Młynarska M S
Institute of Pharmacology, Polish Academy of Sciences, Krakow.
Agents Actions. 1994 Jun;41 Spec No:C82-4. doi: 10.1007/BF02007777.
Histamine (HA) was given intracerebroventricularly (icv) to rats anaesthetized with pentobarbital. During the first minute after administration, HA alone elicited a small fall in blood pressure (BP) and a decrease in heart rate (HR), followed by a distinct increase in those parameters. Pretreatment with naloxone (Nx) in a dose of 0.1 microgram icv significantly decreased the rise in BP and augmented the increase in HR. When the rats were premedicated with atropine methyl bromide (ATMB), 15 min before histamine, higher doses of ATMB (100 micrograms icv or 25 micrograms ip) significantly inhibited the histamine induced BP rise. However, a very small dose (0.1 microgram) of ATMB stimulated the hypertensive response, but only after its peripheral and not central application. These changes were significantly reversed by icv pretreatment with Nx. HA-induced changes in HR, in contrast to BP, were not significantly modified by ATMB.

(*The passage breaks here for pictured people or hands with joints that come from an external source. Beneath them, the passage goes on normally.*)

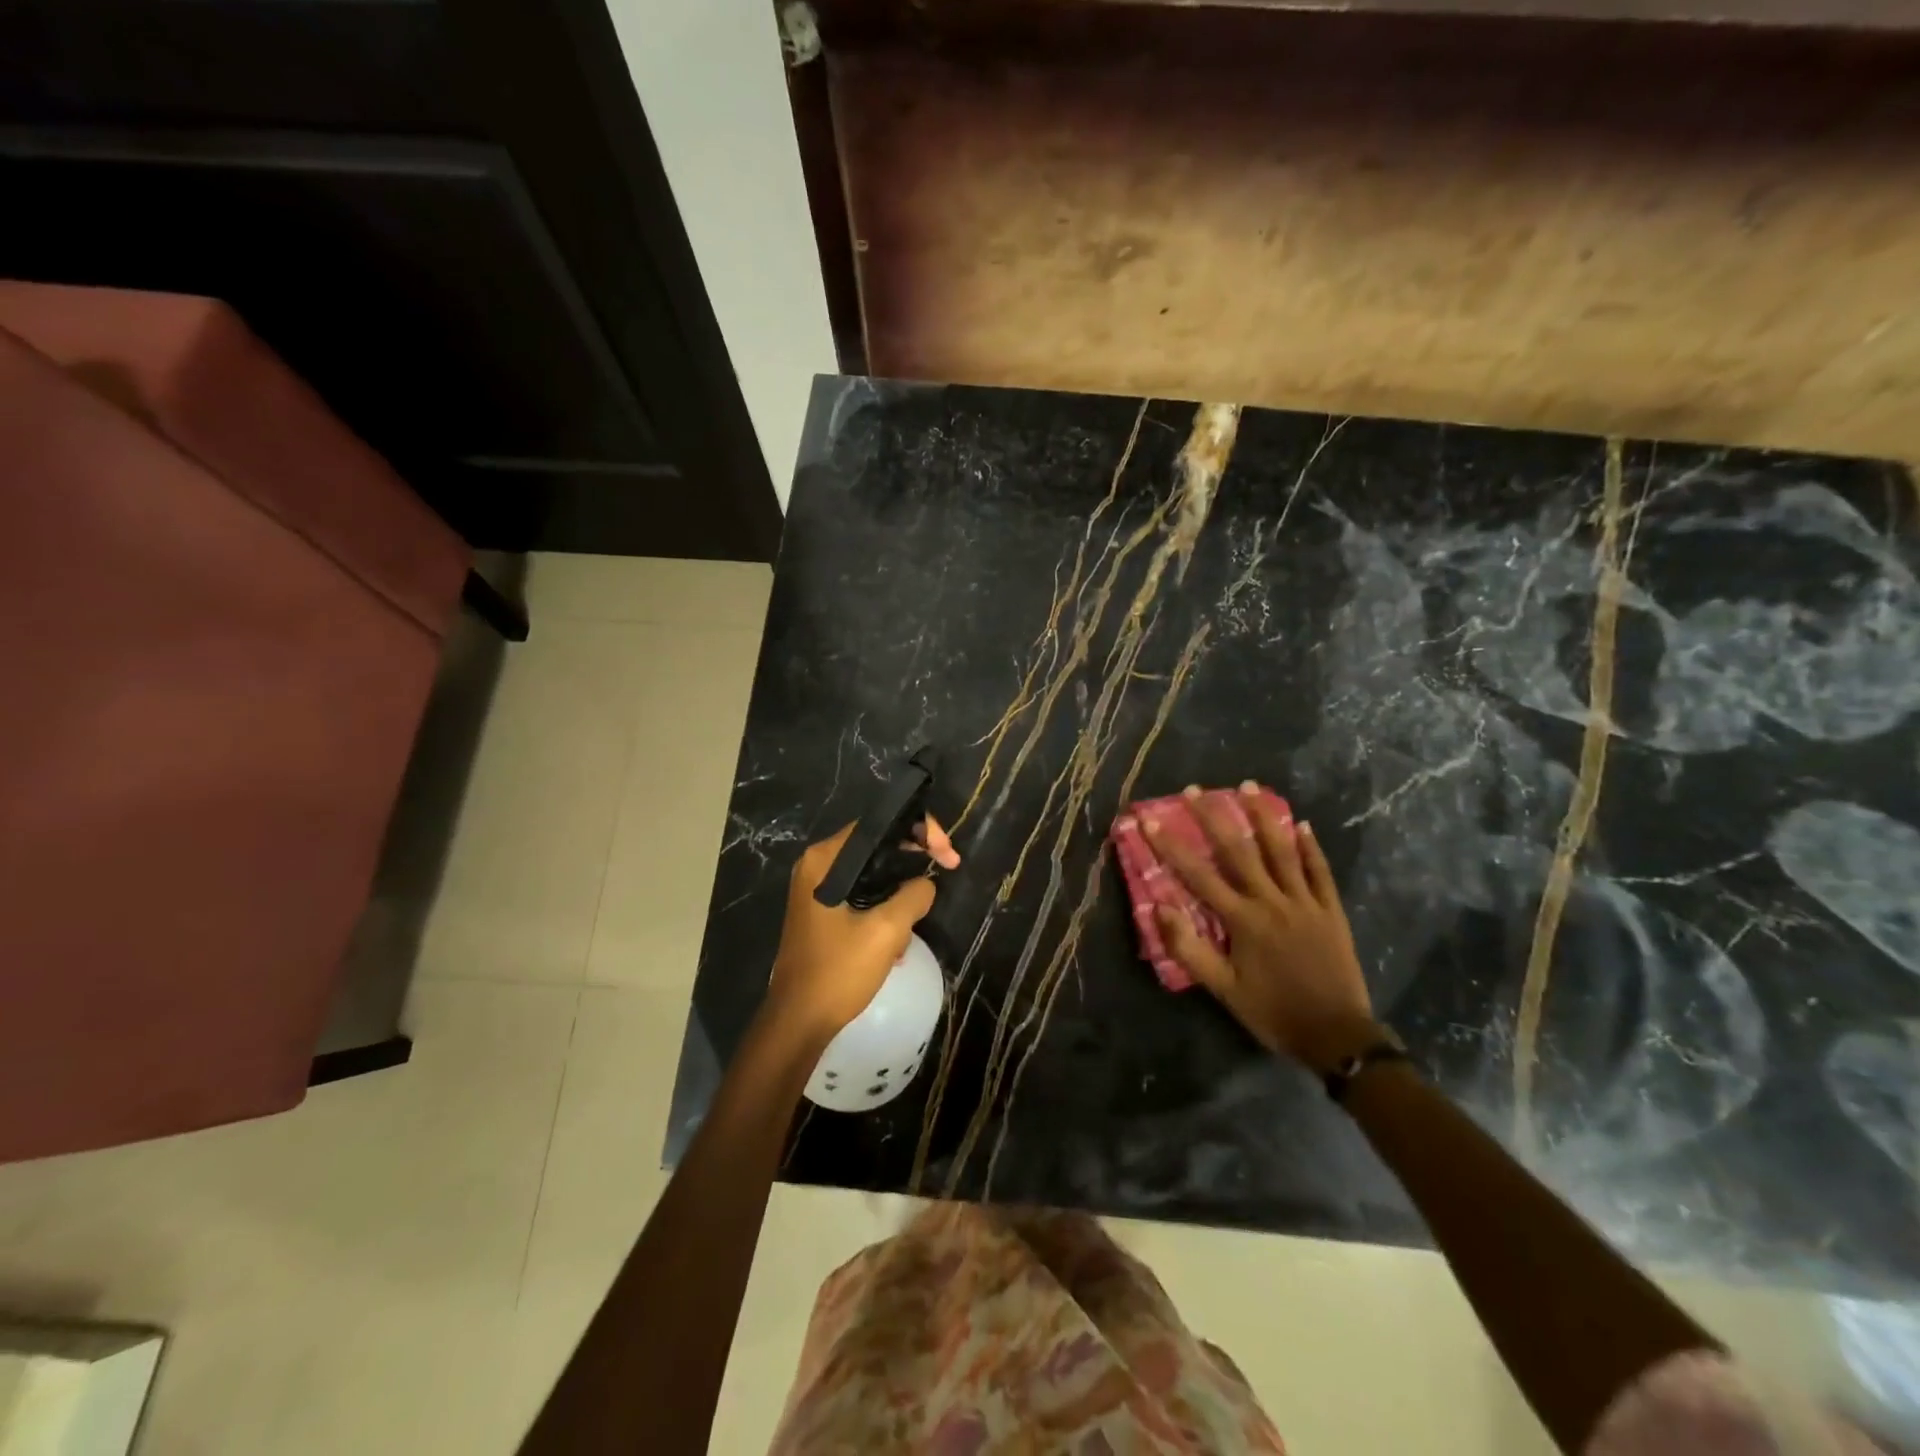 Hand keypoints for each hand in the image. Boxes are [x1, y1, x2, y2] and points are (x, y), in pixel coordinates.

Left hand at [762, 818, 958, 1042]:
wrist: (798, 1022)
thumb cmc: (838, 971)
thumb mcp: (886, 931)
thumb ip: (913, 895)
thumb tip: (925, 883)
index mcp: (825, 860)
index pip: (878, 824)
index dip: (918, 830)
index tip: (946, 853)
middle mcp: (817, 866)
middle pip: (877, 845)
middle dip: (914, 856)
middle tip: (949, 867)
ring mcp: (818, 890)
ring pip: (873, 872)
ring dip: (901, 888)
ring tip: (922, 911)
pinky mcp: (823, 912)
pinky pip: (863, 894)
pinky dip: (885, 906)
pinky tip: (898, 939)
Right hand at [1144, 784, 1376, 1072]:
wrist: (1337, 1037)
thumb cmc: (1273, 1012)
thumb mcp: (1224, 990)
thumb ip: (1190, 949)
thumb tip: (1159, 908)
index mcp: (1243, 920)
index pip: (1198, 875)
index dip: (1171, 846)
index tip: (1149, 820)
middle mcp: (1272, 901)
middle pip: (1239, 851)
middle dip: (1213, 817)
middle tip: (1195, 789)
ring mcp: (1306, 902)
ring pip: (1282, 850)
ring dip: (1263, 816)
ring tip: (1249, 787)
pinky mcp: (1331, 911)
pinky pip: (1320, 872)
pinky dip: (1310, 847)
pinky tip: (1302, 824) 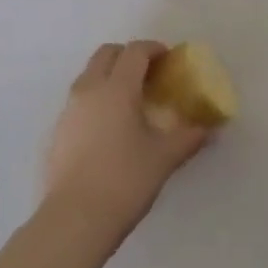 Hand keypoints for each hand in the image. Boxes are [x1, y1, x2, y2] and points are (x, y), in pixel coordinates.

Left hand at [44, 41, 210, 249]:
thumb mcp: (164, 158)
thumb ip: (188, 137)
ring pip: (90, 74)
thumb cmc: (125, 181)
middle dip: (129, 55)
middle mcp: (89, 89)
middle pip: (107, 54)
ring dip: (110, 75)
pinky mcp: (59, 129)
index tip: (169, 59)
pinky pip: (80, 99)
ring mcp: (69, 109)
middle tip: (150, 73)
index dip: (154, 49)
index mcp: (117, 88)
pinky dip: (97, 97)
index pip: (135, 52)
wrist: (75, 218)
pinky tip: (111, 126)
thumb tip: (209, 129)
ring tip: (131, 100) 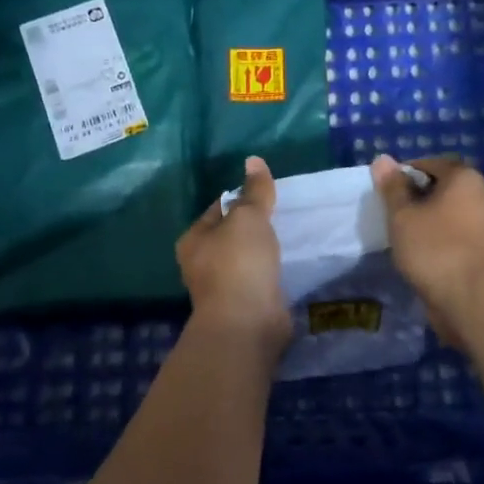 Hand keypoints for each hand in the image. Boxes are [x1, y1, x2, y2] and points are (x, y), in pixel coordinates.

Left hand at [177, 155, 290, 353]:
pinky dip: (271, 272)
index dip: (243, 197)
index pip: (219, 208)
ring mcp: (222, 287)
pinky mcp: (244, 305)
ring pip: (246, 259)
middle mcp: (202, 263)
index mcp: (193, 239)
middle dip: (254, 226)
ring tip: (290, 237)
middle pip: (231, 234)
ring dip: (264, 251)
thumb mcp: (249, 217)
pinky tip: (289, 265)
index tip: (268, 193)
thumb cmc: (240, 263)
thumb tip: (253, 160)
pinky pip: (259, 280)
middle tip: (284, 214)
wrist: (247, 323)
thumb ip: (255, 190)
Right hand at [370, 154, 483, 347]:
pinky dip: (432, 240)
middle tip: (388, 216)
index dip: (401, 175)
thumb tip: (382, 159)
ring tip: (398, 237)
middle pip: (436, 188)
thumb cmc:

将组胺(HA)经脑室注射(icv)给予用戊巴比妥麻醉的大鼠。给药后的第一分钟内,单独给予HA会引起血压(BP)小幅下降和心率(HR)降低,随后这些参数会明显升高。以0.1微克icv的剂量用纳洛酮(Nx)预处理可显著降低BP的升高并增强HR的增加。当在给予组胺前15分钟用甲基溴化阿托品(ATMB)对大鼠进行预处理时,较高剂量的ATMB(100微克icv或25微克腹腔注射)可显著抑制组胺诱导的BP升高。然而,非常小剂量(0.1微克)的ATMB会刺激高血压反应,但仅在其外周而非中枢给药后才会出现。通过icv用Nx预处理可显著逆转这些变化。与BP相反,HA诱导的HR变化未被ATMB显著改变。